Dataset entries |
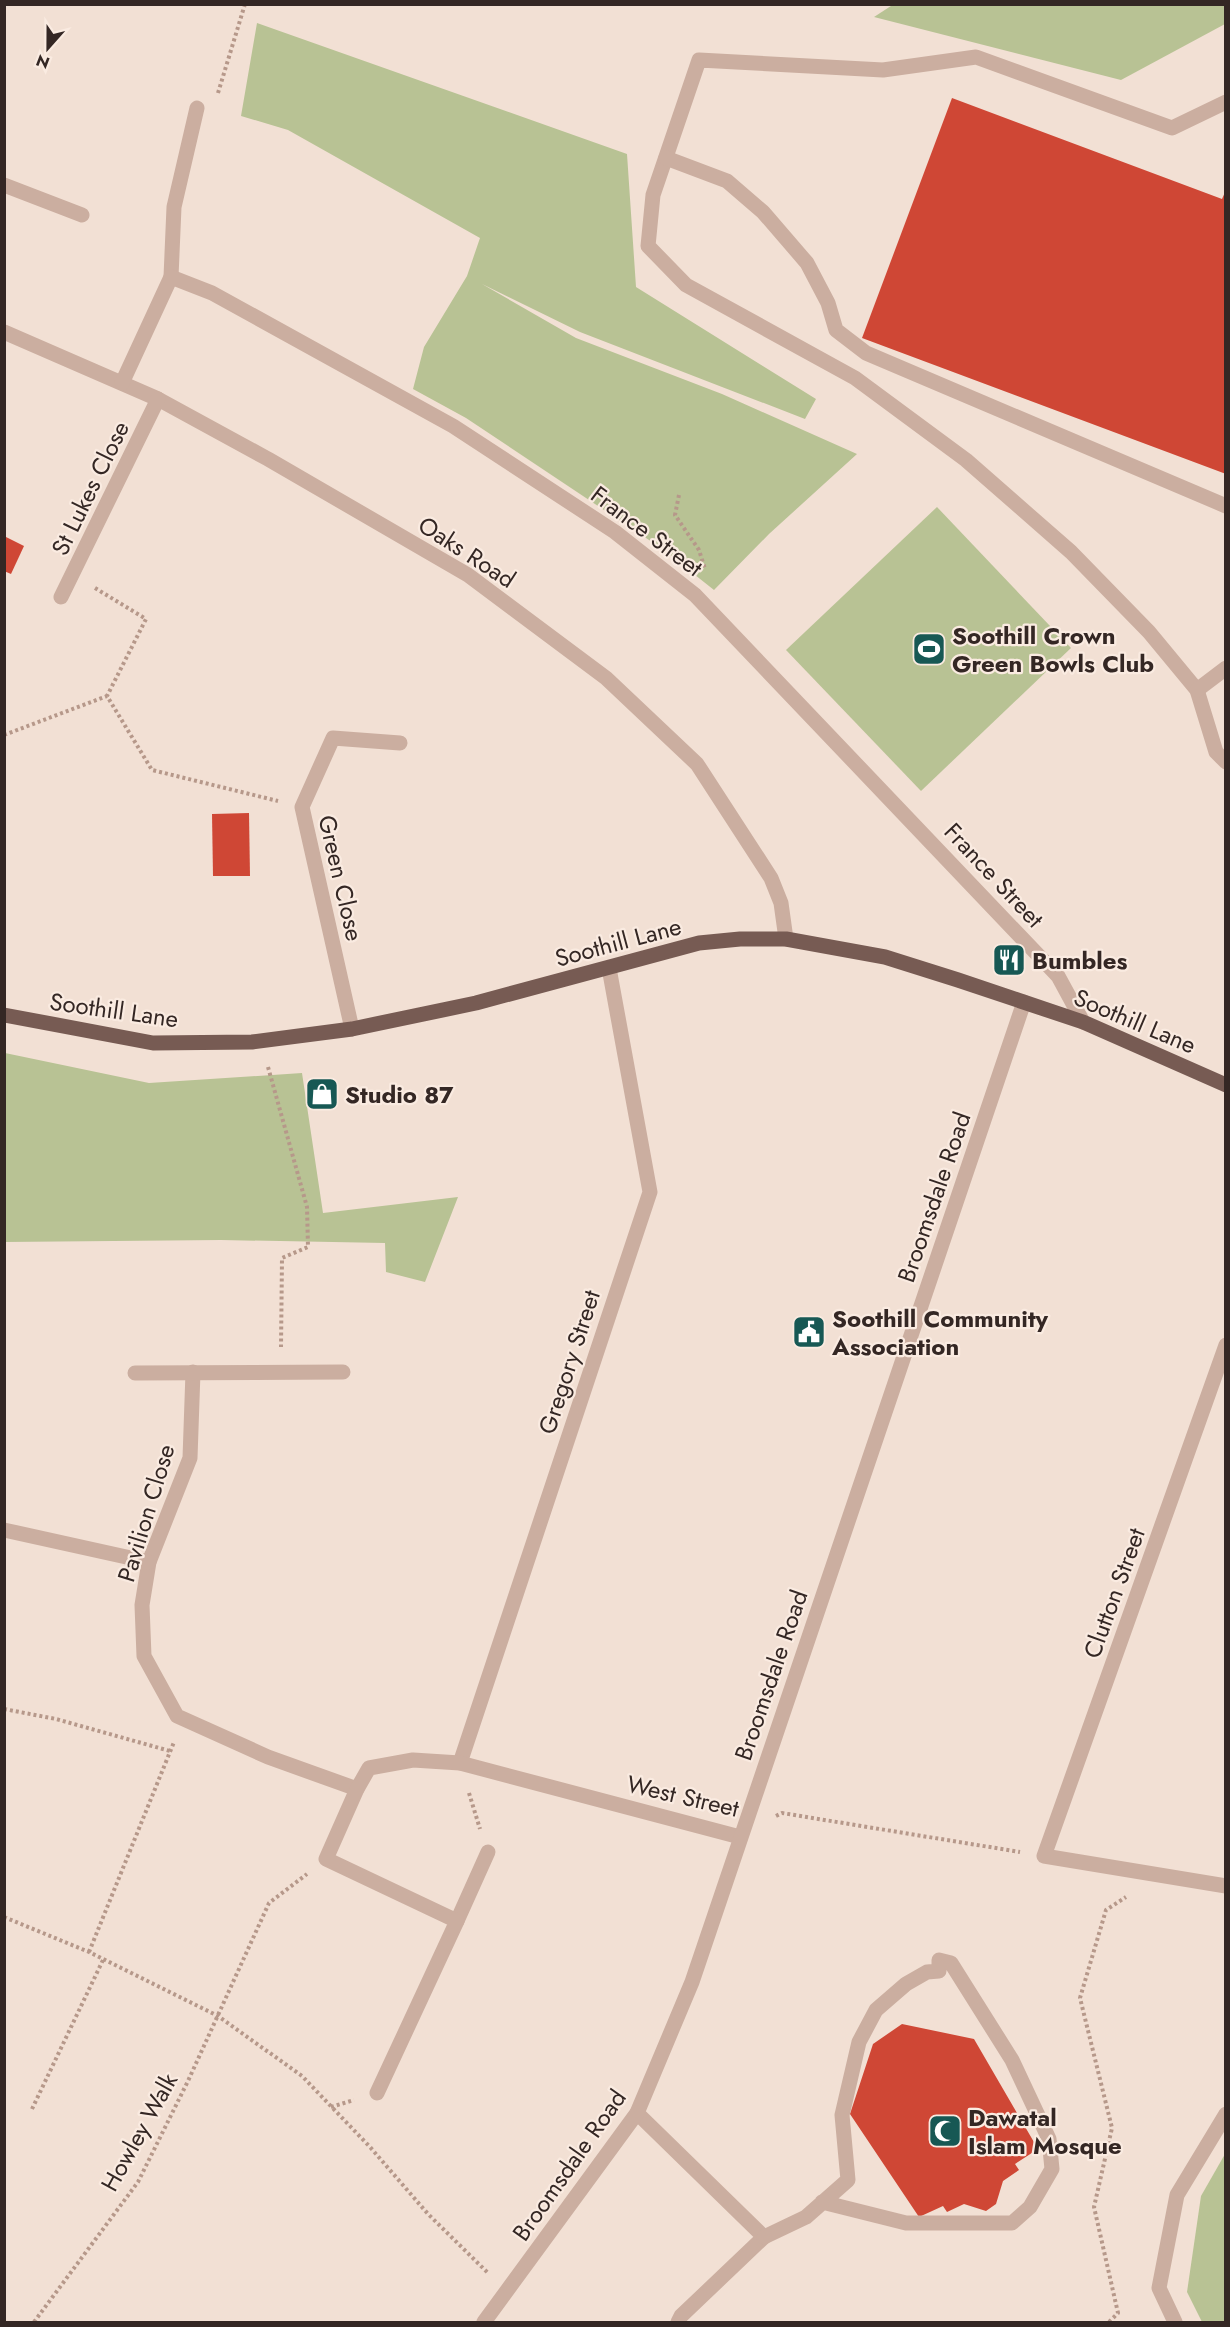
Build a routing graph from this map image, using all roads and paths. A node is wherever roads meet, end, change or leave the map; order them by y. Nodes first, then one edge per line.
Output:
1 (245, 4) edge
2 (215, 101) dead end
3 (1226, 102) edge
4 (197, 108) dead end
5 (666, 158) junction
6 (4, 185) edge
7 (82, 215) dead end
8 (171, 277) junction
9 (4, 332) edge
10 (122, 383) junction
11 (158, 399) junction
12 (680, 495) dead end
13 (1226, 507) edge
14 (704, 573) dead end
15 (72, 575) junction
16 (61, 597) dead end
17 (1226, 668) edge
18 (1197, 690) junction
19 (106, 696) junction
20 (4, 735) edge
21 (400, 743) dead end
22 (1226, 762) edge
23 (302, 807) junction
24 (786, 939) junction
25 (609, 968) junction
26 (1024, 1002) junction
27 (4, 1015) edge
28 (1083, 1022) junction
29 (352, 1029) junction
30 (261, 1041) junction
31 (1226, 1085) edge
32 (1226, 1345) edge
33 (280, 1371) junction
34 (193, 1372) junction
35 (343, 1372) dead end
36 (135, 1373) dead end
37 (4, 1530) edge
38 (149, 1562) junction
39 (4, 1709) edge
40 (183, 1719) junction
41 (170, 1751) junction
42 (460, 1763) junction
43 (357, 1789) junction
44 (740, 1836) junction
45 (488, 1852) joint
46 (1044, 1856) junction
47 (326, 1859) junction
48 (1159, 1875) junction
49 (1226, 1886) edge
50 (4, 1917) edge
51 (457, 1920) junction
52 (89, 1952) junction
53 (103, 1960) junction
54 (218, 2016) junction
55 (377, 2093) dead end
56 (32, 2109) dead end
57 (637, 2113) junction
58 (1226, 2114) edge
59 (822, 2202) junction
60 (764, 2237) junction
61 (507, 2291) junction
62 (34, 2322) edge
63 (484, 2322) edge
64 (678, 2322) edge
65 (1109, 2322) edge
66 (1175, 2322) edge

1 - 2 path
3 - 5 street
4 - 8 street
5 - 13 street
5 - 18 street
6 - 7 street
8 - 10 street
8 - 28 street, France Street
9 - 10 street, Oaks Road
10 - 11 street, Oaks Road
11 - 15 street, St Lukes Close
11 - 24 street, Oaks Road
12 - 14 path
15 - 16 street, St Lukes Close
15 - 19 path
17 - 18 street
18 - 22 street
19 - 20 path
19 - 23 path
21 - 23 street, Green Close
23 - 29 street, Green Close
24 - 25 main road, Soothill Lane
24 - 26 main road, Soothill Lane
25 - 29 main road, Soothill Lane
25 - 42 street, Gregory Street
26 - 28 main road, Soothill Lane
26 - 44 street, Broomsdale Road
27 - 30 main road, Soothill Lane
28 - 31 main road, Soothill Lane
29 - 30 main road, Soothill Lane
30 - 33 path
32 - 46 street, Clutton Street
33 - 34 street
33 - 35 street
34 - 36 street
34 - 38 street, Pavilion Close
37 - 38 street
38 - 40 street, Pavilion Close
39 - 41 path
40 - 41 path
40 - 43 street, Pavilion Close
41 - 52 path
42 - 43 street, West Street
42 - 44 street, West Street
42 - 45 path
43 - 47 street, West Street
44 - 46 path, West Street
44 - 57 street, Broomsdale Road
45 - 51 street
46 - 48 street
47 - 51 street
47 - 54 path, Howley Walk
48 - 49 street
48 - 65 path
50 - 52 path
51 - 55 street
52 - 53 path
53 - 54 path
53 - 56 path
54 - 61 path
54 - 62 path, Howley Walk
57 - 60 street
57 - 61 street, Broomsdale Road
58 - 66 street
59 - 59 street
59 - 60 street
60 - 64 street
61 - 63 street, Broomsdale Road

Exercise prompt | Go through the records. Copy each line where "Soothill" appears.

Exercise output |
24 - 25 main road, Soothill Lane
24 - 26 main road, Soothill Lane
25 - 29 main road, Soothill Lane
26 - 28 main road, Soothill Lane
27 - 30 main road, Soothill Lane
28 - 31 main road, Soothill Lane
29 - 30 main road, Soothill Lane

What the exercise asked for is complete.